Recorded data:
········

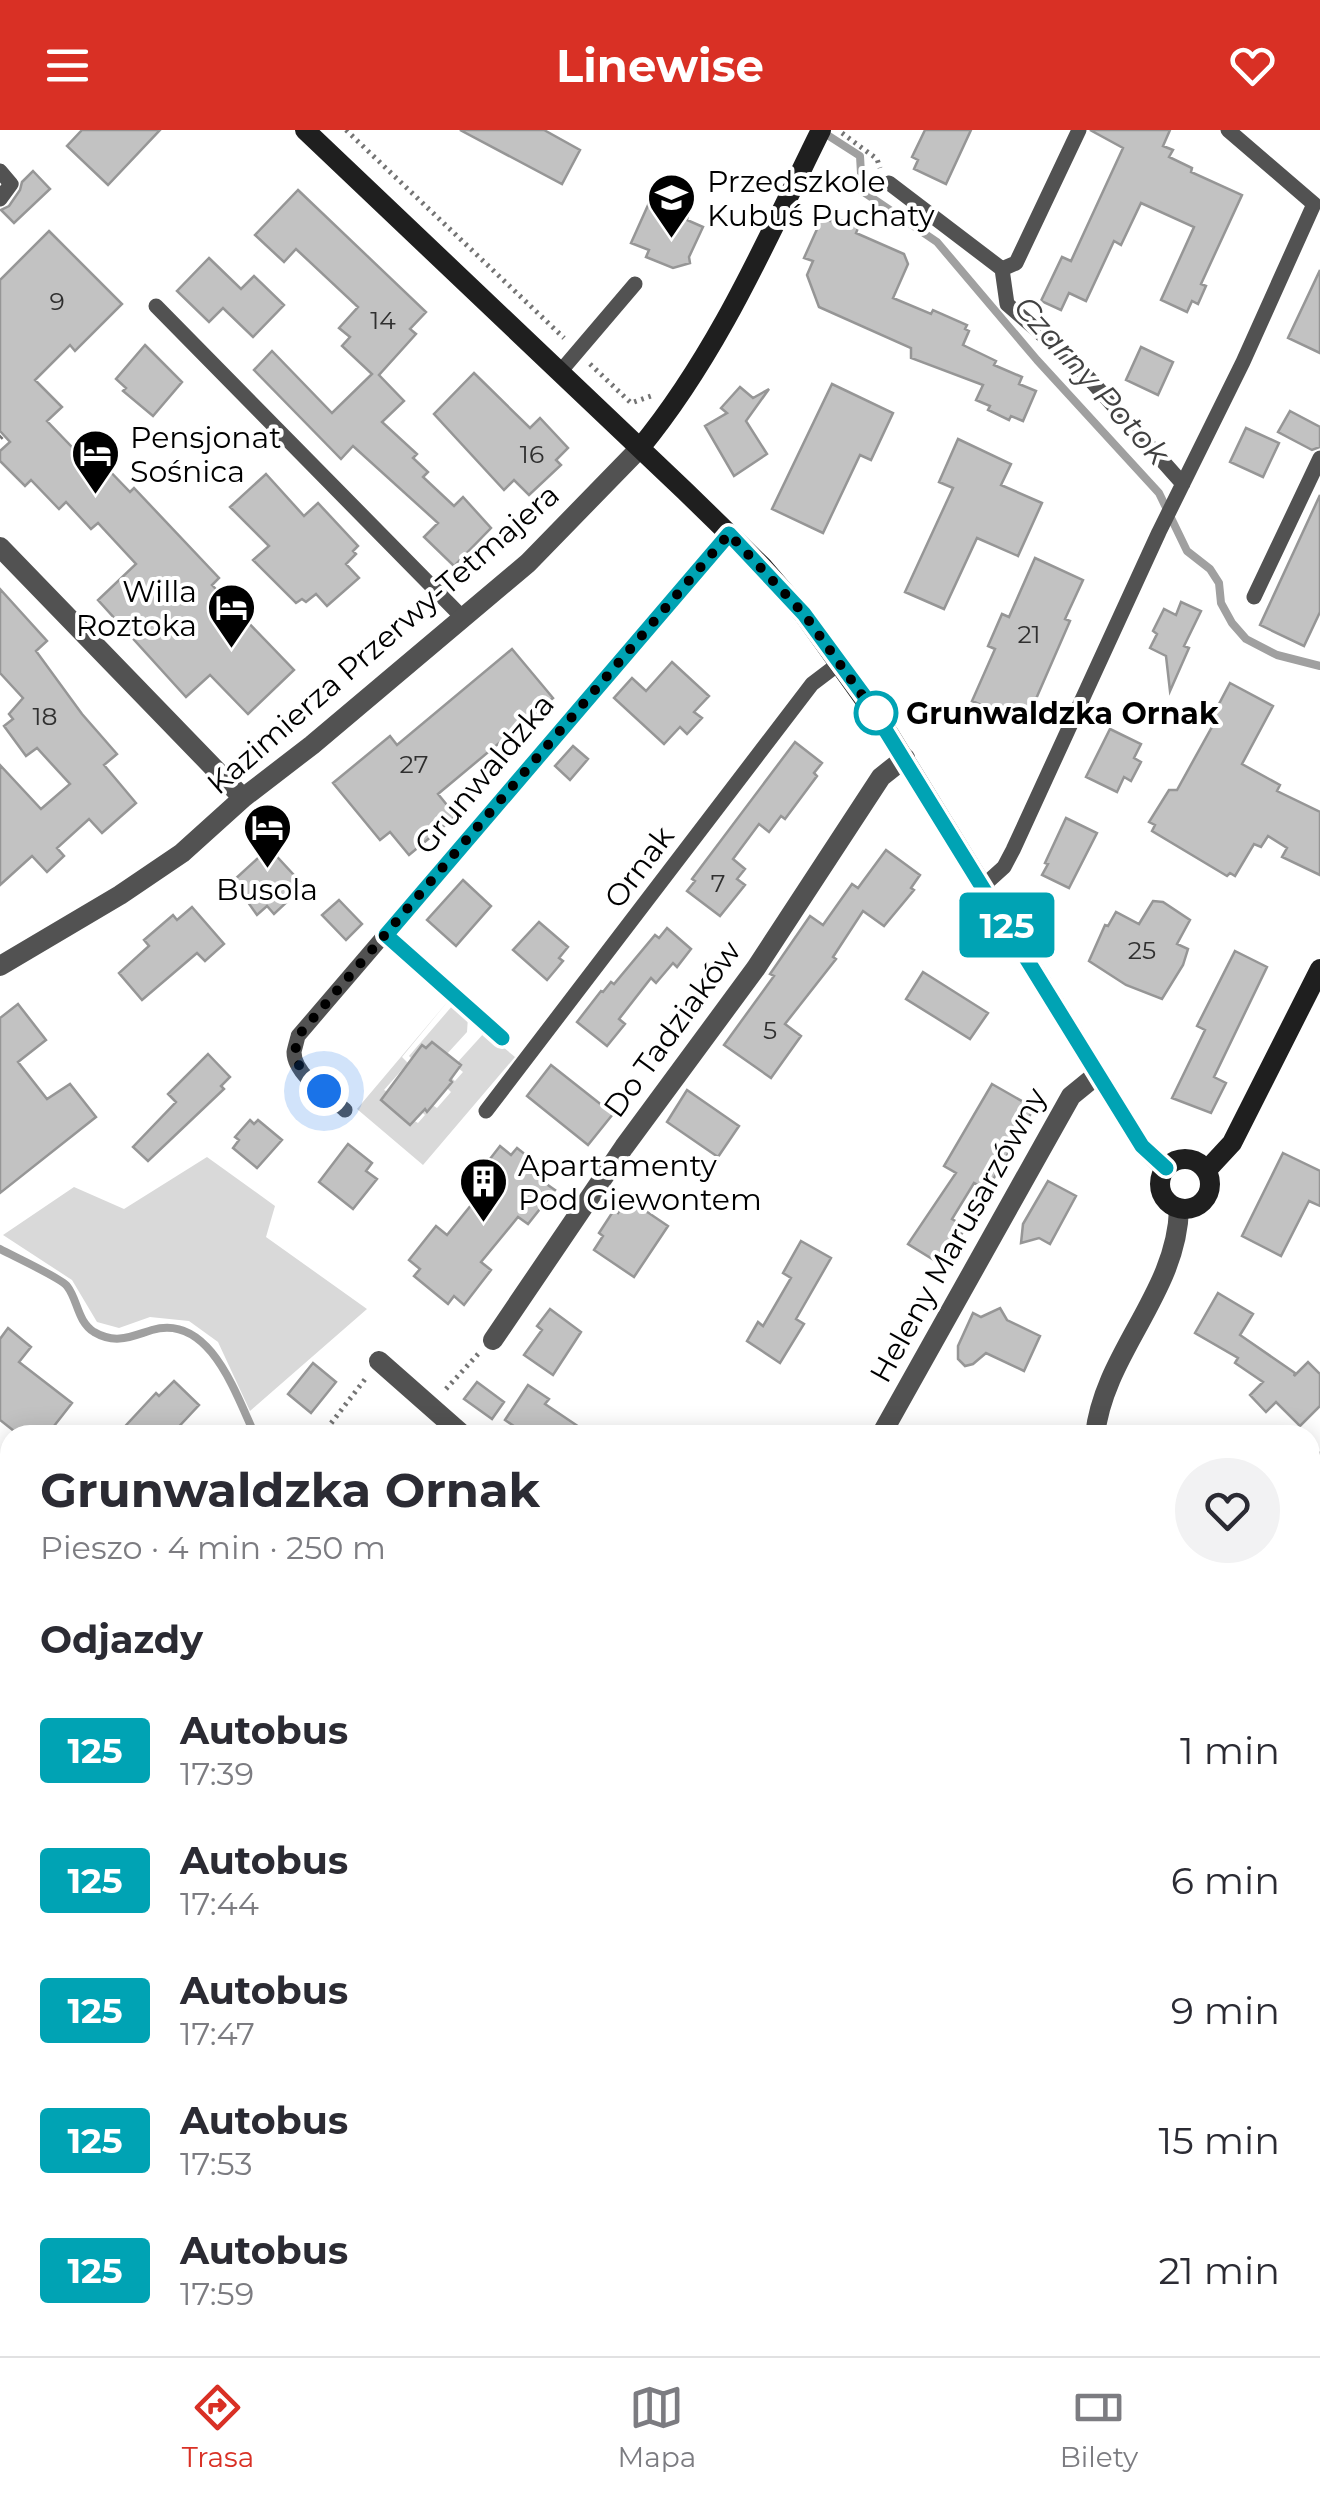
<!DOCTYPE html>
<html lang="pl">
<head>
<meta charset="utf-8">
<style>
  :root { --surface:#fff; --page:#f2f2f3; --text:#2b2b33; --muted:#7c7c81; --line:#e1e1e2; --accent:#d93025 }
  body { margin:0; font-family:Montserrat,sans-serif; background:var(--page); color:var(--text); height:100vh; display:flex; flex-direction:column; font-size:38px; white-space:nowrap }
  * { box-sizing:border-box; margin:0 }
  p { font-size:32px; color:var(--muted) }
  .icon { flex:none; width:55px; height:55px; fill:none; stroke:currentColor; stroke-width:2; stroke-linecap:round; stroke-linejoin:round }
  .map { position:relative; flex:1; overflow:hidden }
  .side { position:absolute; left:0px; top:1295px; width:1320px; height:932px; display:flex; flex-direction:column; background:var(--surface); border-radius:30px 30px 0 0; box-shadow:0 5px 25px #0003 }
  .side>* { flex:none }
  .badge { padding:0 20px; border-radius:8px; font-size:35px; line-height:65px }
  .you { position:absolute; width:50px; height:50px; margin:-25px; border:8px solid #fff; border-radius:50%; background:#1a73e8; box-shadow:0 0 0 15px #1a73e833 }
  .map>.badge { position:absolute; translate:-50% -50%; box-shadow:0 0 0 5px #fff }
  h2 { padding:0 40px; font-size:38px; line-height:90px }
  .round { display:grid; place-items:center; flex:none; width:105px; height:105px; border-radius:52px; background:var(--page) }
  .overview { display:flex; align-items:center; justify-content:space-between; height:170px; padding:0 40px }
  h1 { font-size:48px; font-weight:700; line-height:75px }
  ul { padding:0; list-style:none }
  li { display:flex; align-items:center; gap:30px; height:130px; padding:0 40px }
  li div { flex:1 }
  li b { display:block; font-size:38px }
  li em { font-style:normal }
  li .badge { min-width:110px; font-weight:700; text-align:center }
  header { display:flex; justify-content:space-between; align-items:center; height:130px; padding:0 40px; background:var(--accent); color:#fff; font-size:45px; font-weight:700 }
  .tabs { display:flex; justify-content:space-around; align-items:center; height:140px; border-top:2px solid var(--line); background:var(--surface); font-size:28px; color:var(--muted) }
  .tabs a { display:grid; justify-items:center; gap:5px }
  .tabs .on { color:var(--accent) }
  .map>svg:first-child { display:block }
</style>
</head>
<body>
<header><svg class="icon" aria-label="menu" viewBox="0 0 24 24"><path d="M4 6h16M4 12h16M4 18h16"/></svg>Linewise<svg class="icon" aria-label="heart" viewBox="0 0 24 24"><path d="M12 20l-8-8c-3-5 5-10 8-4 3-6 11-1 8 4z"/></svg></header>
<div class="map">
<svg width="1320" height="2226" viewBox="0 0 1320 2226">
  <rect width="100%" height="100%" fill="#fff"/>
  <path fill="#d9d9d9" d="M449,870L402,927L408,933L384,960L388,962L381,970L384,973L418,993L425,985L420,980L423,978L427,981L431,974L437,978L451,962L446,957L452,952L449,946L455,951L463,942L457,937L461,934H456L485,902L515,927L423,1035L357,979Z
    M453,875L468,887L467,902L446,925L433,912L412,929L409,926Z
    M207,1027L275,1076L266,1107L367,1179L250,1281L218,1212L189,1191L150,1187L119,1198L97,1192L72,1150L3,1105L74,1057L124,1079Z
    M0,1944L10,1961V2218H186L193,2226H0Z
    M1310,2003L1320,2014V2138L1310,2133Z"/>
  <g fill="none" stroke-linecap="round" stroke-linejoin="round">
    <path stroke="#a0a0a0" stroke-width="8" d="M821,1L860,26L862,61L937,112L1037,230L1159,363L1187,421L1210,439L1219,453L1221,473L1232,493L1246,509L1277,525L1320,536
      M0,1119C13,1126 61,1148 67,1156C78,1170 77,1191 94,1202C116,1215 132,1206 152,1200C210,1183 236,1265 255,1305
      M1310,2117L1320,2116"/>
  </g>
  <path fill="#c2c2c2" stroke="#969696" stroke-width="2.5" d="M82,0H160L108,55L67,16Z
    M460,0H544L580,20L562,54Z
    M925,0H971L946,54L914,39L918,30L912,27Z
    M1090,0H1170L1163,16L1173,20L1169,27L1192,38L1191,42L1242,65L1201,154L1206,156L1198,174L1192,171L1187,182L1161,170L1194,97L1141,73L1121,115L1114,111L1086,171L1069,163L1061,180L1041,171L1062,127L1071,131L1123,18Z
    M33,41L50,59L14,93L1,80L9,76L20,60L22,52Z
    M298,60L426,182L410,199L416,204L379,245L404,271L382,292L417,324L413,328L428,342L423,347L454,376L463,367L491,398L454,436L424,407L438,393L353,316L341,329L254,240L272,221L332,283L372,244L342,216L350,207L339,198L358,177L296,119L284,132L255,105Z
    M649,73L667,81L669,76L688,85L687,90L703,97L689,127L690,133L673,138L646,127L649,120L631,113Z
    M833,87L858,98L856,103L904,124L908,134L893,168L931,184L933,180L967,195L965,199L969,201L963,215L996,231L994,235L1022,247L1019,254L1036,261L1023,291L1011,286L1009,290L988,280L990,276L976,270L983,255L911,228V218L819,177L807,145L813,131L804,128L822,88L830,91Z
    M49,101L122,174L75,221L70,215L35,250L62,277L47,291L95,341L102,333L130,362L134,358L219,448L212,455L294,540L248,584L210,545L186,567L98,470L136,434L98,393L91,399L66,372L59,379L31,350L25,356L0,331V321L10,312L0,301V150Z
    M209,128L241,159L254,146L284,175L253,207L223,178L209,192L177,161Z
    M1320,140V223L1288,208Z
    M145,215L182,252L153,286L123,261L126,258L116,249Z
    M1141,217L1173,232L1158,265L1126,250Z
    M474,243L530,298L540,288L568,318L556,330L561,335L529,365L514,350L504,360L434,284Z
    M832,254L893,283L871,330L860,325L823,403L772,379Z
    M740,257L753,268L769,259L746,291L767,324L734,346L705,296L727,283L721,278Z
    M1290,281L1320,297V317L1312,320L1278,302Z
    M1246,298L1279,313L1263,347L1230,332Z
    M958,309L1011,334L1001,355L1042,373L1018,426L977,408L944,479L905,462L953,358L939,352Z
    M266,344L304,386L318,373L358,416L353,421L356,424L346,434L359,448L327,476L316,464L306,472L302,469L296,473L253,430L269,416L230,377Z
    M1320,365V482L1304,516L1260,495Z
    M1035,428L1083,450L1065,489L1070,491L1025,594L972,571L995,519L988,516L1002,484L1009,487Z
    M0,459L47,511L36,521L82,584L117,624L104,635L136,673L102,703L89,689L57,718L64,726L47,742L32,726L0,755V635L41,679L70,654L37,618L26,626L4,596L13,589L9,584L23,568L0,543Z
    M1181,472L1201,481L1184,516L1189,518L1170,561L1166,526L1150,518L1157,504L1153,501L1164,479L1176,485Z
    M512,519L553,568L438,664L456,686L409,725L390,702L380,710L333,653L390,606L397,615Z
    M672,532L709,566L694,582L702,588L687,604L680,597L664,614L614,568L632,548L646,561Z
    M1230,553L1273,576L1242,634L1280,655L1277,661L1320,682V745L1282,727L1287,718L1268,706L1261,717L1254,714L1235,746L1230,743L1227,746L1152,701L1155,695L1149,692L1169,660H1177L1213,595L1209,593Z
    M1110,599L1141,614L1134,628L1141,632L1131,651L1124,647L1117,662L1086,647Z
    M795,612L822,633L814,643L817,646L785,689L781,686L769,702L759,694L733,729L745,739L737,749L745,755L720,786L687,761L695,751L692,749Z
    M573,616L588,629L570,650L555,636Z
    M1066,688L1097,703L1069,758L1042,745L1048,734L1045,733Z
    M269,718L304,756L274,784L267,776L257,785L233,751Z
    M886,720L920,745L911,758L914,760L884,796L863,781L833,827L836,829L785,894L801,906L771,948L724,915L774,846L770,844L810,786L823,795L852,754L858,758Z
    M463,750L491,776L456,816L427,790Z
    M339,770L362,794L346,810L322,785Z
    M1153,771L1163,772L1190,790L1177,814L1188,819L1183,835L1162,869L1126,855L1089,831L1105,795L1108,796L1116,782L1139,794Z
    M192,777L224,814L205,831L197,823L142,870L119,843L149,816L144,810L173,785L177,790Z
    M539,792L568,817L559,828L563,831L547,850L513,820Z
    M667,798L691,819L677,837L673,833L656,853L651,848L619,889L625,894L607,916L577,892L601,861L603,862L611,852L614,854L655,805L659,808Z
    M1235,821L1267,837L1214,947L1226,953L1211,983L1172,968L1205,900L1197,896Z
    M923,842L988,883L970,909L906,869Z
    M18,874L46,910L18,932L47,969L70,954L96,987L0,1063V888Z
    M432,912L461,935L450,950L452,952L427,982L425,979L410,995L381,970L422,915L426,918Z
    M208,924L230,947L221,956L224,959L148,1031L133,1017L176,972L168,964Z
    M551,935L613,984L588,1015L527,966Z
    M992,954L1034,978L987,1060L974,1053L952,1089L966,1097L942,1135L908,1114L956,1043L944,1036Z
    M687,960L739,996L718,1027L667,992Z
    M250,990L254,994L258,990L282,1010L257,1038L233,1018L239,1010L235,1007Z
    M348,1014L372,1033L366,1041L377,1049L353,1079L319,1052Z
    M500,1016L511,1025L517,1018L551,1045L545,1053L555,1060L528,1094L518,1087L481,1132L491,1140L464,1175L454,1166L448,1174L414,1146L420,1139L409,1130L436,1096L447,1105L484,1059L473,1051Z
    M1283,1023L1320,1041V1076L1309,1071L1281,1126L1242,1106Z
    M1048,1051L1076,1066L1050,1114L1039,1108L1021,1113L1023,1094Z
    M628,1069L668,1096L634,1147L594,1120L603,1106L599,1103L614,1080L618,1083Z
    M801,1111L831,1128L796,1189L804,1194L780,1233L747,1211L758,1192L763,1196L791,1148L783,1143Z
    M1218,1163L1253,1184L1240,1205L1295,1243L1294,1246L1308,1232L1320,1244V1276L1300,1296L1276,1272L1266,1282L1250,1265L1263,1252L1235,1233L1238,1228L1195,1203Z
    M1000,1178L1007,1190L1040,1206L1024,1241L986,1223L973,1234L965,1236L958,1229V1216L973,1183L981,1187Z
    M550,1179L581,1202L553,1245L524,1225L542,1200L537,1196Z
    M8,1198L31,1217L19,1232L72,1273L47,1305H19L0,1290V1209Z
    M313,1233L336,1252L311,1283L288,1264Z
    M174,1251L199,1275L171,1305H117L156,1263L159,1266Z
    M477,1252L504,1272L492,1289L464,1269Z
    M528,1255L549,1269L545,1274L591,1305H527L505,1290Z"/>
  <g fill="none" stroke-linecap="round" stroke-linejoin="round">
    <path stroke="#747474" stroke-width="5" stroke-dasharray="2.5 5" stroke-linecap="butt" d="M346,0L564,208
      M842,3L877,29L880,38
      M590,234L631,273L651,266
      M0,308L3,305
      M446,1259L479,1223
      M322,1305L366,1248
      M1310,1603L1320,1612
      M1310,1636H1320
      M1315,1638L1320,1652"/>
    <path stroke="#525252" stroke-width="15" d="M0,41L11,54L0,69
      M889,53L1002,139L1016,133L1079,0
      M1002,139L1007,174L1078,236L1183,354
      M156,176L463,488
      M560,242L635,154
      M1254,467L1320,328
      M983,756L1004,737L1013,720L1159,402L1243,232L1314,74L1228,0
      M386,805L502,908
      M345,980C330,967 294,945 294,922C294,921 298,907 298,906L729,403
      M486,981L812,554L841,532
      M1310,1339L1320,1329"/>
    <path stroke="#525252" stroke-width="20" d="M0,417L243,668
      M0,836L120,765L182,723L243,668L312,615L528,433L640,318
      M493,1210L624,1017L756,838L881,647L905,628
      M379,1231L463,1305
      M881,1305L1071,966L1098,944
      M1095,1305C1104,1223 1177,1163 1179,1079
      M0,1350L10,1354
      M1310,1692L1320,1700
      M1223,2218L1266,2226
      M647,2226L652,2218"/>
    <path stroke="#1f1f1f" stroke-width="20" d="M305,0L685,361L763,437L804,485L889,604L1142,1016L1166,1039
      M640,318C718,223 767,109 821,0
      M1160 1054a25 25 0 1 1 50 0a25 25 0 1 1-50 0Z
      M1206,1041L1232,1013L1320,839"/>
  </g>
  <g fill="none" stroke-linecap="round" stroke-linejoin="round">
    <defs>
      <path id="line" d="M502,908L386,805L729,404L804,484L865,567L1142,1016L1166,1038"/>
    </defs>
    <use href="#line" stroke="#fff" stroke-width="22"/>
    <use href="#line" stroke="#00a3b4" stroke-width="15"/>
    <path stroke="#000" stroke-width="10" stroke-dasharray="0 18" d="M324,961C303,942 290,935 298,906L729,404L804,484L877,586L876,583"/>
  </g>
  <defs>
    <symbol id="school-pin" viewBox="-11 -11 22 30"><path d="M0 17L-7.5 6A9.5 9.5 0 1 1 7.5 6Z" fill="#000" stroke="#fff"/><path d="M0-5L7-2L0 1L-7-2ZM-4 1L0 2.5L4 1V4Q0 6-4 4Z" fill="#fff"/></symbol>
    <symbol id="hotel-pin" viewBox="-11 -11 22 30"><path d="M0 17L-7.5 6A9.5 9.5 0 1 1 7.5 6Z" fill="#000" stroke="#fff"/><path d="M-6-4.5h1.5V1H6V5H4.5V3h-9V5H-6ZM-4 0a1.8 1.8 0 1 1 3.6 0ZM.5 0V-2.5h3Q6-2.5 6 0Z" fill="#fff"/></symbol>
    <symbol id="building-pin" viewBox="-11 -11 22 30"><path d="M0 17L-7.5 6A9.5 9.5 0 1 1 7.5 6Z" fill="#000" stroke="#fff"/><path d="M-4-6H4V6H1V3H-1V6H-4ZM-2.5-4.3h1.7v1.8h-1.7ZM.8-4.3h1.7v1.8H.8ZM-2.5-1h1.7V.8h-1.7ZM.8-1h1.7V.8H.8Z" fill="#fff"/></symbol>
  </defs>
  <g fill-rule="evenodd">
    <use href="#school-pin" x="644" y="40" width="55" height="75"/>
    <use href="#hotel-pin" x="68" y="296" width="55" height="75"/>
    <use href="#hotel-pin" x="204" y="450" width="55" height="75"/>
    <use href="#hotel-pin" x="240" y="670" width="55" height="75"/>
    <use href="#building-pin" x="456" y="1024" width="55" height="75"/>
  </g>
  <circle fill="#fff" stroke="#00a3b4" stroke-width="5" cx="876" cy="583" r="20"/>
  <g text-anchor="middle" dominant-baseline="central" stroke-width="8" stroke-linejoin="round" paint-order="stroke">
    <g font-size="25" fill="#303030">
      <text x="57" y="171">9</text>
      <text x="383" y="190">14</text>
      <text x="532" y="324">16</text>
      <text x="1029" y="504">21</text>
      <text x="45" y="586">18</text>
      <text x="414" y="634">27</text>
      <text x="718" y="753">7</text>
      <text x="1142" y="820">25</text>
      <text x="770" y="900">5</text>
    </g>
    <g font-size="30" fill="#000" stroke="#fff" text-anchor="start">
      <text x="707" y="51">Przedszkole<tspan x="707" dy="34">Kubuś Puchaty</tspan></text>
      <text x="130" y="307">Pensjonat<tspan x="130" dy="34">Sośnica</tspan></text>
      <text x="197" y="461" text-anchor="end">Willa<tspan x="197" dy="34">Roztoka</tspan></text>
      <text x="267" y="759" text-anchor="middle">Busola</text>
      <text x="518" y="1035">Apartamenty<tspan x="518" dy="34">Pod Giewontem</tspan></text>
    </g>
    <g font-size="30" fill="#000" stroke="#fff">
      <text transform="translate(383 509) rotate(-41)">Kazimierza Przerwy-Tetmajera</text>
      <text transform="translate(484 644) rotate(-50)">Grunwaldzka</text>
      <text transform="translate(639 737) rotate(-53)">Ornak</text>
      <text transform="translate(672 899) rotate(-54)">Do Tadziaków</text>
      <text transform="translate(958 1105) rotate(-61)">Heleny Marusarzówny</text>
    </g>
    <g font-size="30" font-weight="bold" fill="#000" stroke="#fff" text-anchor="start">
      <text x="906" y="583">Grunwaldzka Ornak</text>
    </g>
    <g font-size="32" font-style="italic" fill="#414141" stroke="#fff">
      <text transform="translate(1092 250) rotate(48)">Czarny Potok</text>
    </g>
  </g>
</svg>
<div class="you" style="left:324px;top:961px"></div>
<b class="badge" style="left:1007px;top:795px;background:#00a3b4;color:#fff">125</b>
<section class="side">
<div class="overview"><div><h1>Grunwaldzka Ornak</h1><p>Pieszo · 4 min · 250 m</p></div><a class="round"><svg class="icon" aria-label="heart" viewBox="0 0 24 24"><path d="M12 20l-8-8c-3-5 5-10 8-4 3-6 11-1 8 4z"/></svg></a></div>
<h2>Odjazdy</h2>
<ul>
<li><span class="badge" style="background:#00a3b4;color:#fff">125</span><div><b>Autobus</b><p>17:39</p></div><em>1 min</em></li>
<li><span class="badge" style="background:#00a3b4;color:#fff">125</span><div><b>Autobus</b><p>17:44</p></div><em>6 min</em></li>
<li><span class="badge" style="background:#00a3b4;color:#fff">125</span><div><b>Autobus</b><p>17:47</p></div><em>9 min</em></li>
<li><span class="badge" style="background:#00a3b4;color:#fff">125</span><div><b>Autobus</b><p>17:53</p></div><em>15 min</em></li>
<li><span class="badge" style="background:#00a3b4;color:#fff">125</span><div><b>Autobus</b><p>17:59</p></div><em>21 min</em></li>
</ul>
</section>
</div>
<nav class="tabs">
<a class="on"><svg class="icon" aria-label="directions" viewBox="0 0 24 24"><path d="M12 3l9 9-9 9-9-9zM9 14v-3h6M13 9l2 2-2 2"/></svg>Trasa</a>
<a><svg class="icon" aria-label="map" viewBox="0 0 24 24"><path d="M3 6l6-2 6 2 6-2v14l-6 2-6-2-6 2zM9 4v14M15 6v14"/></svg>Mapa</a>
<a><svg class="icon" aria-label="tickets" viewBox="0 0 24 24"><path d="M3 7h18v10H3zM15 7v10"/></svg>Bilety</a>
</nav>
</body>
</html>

········

_WHAT THE TASK REQUIRES_: Please give a count of the lines in the records where the word "body" occurs, with nothing besides it.

_SOLUTION_: 3